[Entries taken from a collection]

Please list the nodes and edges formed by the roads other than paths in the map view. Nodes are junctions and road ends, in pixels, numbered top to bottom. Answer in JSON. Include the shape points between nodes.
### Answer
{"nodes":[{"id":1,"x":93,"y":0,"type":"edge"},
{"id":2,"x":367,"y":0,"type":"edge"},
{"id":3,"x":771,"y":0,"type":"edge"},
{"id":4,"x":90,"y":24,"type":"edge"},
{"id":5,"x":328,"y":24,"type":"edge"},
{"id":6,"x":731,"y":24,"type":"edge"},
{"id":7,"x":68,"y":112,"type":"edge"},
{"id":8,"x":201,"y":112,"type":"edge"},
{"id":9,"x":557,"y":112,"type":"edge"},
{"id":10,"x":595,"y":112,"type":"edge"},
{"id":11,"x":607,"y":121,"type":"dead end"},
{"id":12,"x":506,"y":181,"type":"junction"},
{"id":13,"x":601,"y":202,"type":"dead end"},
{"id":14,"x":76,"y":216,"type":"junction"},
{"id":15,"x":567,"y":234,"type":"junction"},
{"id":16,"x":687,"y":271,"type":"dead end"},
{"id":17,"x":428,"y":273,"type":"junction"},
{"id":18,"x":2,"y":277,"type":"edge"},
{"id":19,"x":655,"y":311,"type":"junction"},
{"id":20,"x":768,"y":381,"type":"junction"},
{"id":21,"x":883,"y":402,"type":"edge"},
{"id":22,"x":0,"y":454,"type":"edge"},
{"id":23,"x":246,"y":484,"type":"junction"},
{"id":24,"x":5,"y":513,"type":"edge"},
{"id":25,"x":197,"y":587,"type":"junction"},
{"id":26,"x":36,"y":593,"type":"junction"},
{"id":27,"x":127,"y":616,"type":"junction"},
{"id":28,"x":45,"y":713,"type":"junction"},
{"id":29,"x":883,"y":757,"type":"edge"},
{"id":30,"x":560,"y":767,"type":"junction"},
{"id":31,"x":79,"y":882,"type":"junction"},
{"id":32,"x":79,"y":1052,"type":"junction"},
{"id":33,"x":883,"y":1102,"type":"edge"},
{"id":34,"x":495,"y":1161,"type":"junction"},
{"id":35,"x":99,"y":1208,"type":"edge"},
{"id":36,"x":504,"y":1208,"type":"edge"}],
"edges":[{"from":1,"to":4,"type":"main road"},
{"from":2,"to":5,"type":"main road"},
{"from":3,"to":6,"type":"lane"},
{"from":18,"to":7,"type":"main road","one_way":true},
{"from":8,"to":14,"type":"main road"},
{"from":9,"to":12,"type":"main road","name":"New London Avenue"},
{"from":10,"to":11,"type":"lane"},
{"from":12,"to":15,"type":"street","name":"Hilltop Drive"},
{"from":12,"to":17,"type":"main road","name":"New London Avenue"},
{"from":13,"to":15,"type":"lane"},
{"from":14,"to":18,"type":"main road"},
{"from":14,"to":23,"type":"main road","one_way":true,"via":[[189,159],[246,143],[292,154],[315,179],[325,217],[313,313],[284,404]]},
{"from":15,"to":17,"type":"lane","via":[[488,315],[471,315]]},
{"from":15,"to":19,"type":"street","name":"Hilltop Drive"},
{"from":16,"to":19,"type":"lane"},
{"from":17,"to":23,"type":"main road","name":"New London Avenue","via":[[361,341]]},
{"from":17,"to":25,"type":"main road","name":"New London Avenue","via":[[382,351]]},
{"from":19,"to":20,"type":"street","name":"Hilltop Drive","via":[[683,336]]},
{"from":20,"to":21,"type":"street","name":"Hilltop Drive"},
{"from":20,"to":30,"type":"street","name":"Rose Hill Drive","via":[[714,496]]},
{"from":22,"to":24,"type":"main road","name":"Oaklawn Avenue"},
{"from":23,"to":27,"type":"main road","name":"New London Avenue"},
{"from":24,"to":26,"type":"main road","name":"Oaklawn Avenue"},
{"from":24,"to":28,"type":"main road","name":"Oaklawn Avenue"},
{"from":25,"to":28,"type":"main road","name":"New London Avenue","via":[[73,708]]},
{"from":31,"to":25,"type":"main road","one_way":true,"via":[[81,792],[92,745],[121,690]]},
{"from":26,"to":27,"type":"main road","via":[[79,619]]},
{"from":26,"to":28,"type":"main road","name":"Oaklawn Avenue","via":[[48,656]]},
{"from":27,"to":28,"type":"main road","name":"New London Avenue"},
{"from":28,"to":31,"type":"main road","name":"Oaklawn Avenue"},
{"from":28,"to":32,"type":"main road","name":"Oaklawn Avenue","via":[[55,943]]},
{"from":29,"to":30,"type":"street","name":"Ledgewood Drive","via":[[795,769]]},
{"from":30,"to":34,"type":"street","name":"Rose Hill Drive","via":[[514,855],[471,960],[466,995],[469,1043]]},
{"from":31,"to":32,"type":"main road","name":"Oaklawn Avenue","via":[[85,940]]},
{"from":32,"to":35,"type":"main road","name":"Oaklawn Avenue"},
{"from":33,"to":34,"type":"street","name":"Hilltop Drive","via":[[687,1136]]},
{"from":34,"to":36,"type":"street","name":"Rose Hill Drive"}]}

WHAT THE TASK REQUIRES:
Scan the lines above for the word "Answer", then copy each line that has it.

RESULT OF THE EXERCISE:
Please list the nodes and edges formed by the roads other than paths in the map view. Nodes are junctions and road ends, in pixels, numbered top to bottom. Answer in JSON. Include the shape points between nodes.
### Answer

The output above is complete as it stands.